• Instructions to follow
Please return every line in the entries below with the word "connect" in it.

[Extracted records]
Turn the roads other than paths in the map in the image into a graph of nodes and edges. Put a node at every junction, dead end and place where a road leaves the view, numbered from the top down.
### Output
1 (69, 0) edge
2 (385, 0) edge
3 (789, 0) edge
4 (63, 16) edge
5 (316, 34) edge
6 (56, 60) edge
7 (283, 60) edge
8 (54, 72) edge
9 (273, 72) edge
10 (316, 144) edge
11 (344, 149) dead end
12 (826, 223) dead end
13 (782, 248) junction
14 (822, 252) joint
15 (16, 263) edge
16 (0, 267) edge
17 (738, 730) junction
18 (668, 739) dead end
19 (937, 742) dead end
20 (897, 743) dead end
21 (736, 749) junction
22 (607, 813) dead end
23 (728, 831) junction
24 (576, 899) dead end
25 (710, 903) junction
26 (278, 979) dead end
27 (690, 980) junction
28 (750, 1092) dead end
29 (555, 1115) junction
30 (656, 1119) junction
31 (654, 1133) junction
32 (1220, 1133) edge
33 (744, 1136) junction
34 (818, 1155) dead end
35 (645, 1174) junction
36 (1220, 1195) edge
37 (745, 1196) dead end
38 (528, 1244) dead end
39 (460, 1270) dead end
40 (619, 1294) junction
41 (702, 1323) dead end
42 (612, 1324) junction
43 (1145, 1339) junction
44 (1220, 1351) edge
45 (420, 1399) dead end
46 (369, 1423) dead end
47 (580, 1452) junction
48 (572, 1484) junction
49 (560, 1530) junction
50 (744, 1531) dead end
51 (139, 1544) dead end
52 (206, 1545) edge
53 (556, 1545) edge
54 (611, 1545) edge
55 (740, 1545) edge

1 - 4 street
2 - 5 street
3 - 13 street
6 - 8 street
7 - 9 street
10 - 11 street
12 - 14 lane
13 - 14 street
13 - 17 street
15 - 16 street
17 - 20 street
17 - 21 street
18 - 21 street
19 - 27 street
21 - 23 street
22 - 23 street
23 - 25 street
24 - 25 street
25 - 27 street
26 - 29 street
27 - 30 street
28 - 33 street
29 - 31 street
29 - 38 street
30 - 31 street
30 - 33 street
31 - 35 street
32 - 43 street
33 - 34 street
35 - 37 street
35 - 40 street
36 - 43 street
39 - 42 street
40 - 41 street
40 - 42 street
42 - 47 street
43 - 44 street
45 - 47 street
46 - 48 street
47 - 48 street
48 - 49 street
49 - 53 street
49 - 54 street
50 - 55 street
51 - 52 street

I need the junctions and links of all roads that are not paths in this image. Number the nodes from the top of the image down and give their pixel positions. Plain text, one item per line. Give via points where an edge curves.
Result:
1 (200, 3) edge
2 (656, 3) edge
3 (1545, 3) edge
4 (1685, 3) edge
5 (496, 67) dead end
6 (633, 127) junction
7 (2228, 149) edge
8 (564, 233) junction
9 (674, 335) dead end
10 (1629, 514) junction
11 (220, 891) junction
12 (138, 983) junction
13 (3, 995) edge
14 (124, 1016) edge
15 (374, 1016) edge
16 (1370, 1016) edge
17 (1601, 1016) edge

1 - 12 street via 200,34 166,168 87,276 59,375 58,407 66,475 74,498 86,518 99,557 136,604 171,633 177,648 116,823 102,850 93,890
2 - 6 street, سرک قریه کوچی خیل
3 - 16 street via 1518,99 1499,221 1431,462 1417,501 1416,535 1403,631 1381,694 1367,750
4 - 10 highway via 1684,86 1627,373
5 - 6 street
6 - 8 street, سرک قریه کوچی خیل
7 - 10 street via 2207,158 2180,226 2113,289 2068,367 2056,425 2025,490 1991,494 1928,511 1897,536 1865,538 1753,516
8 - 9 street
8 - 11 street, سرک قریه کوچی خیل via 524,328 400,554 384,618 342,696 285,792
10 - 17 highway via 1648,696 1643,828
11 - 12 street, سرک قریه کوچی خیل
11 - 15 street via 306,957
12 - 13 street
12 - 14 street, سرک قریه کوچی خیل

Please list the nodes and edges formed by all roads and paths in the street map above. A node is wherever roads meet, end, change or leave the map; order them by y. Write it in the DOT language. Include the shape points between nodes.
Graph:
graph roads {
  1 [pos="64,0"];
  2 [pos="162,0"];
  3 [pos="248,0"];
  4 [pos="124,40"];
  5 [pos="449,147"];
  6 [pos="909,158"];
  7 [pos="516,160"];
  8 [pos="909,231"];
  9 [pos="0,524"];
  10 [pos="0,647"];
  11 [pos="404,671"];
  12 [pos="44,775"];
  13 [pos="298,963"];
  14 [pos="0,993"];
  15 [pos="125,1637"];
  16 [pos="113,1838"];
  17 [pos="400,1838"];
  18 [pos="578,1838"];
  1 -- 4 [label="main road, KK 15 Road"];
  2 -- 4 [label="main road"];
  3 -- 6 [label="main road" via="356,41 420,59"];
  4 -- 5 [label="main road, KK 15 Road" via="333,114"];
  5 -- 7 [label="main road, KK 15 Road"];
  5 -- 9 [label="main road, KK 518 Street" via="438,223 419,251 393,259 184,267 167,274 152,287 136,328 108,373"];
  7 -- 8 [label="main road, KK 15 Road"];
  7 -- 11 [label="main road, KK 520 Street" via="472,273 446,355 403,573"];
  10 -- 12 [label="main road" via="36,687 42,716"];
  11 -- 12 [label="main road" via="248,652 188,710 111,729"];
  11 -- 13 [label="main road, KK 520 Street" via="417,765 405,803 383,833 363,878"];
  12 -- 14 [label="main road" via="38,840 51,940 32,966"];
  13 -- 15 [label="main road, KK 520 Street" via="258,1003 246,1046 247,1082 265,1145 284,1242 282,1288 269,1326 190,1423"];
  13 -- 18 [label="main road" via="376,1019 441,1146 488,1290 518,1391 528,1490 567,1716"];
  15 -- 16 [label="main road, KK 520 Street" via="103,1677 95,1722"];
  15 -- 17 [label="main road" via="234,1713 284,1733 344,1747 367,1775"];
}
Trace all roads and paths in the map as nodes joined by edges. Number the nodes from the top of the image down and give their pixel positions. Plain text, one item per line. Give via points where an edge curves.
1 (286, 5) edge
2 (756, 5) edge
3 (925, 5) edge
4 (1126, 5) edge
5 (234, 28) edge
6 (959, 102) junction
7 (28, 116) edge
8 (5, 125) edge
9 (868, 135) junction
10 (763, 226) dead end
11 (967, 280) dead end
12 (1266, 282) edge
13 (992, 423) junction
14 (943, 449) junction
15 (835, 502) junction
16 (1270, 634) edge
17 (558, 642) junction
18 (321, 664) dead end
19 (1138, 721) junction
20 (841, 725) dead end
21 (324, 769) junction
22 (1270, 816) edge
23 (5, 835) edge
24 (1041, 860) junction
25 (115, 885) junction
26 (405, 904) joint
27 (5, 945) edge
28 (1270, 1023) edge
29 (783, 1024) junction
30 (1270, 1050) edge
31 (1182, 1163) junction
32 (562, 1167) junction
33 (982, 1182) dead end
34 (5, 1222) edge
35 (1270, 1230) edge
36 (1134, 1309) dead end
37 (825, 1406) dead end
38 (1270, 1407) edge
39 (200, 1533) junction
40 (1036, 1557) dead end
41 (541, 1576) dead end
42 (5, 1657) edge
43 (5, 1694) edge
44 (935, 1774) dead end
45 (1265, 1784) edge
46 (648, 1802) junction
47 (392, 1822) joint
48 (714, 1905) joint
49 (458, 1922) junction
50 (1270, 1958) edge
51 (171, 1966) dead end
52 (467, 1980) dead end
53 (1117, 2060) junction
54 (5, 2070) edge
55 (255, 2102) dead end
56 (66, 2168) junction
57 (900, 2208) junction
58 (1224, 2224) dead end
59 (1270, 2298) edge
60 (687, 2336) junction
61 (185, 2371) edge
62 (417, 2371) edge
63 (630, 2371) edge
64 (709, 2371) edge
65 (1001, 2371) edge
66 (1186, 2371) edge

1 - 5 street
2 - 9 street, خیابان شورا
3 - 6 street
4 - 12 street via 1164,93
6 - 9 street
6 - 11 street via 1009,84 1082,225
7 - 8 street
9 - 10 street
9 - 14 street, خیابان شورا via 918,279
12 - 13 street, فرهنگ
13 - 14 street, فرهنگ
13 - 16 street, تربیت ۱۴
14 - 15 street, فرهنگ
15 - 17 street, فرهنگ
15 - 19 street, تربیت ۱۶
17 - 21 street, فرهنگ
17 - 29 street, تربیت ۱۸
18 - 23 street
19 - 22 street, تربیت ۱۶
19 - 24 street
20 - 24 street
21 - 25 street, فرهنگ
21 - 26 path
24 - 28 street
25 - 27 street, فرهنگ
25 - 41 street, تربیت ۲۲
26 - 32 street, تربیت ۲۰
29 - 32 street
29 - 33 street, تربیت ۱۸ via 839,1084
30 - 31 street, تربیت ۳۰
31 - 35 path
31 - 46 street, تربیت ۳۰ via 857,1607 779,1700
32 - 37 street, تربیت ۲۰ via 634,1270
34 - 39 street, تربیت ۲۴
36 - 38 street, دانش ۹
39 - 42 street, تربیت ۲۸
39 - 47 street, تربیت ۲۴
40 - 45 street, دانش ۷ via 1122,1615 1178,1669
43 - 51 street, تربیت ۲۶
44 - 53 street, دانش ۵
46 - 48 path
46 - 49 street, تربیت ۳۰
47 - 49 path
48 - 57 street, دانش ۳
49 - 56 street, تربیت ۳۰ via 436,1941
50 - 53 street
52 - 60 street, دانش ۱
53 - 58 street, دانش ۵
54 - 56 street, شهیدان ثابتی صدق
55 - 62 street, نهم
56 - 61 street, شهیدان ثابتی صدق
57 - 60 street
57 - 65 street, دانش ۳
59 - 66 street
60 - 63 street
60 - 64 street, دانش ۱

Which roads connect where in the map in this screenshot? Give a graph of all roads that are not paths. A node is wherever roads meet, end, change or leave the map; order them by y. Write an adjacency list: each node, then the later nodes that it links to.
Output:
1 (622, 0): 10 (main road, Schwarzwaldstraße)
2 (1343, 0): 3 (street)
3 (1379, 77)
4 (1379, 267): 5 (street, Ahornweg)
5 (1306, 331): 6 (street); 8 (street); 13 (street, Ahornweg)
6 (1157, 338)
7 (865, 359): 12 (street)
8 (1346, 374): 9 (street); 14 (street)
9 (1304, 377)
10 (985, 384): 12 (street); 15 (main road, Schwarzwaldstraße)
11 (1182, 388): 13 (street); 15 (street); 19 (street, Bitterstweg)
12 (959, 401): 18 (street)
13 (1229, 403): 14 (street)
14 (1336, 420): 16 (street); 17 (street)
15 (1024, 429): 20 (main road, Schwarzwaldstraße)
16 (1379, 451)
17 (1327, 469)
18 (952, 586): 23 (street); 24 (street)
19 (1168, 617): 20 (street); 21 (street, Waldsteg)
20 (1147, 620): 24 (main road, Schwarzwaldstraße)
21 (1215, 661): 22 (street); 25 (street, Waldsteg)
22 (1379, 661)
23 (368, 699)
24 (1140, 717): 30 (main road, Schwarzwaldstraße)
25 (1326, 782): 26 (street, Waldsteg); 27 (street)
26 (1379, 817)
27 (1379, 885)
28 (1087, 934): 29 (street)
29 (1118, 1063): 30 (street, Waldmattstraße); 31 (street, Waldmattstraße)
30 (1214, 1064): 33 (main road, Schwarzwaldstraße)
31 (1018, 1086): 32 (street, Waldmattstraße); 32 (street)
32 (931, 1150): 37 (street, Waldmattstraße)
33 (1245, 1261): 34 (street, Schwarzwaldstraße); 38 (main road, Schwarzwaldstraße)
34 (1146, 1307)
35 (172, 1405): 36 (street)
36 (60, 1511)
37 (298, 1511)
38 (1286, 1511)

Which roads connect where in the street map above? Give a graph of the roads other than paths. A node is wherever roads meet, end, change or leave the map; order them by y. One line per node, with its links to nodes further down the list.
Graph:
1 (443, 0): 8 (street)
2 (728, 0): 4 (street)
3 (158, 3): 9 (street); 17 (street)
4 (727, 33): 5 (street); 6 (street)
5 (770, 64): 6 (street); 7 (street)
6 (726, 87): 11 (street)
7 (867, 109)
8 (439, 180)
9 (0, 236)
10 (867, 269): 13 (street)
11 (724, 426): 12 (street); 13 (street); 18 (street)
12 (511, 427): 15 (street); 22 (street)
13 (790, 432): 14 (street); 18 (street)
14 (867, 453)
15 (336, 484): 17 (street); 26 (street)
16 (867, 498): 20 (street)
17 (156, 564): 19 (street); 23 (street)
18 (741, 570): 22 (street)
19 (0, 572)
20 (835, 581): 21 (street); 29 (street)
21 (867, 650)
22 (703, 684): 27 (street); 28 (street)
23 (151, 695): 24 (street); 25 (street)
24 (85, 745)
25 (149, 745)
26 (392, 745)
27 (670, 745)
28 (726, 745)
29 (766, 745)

• Solution
Which roads connect where in the map in this screenshot? Give a graph of all roads that are not paths. A node is wherever roads meet, end, change or leave the map; order them by y. Write an adjacency list: each node, then the later nodes that it links to.
Which roads connect where in the street map above? Give a graph of the roads other than paths. A node is wherever roads meet, end, change or leave the map; order them by y. One line per node, with its links to nodes further down the list.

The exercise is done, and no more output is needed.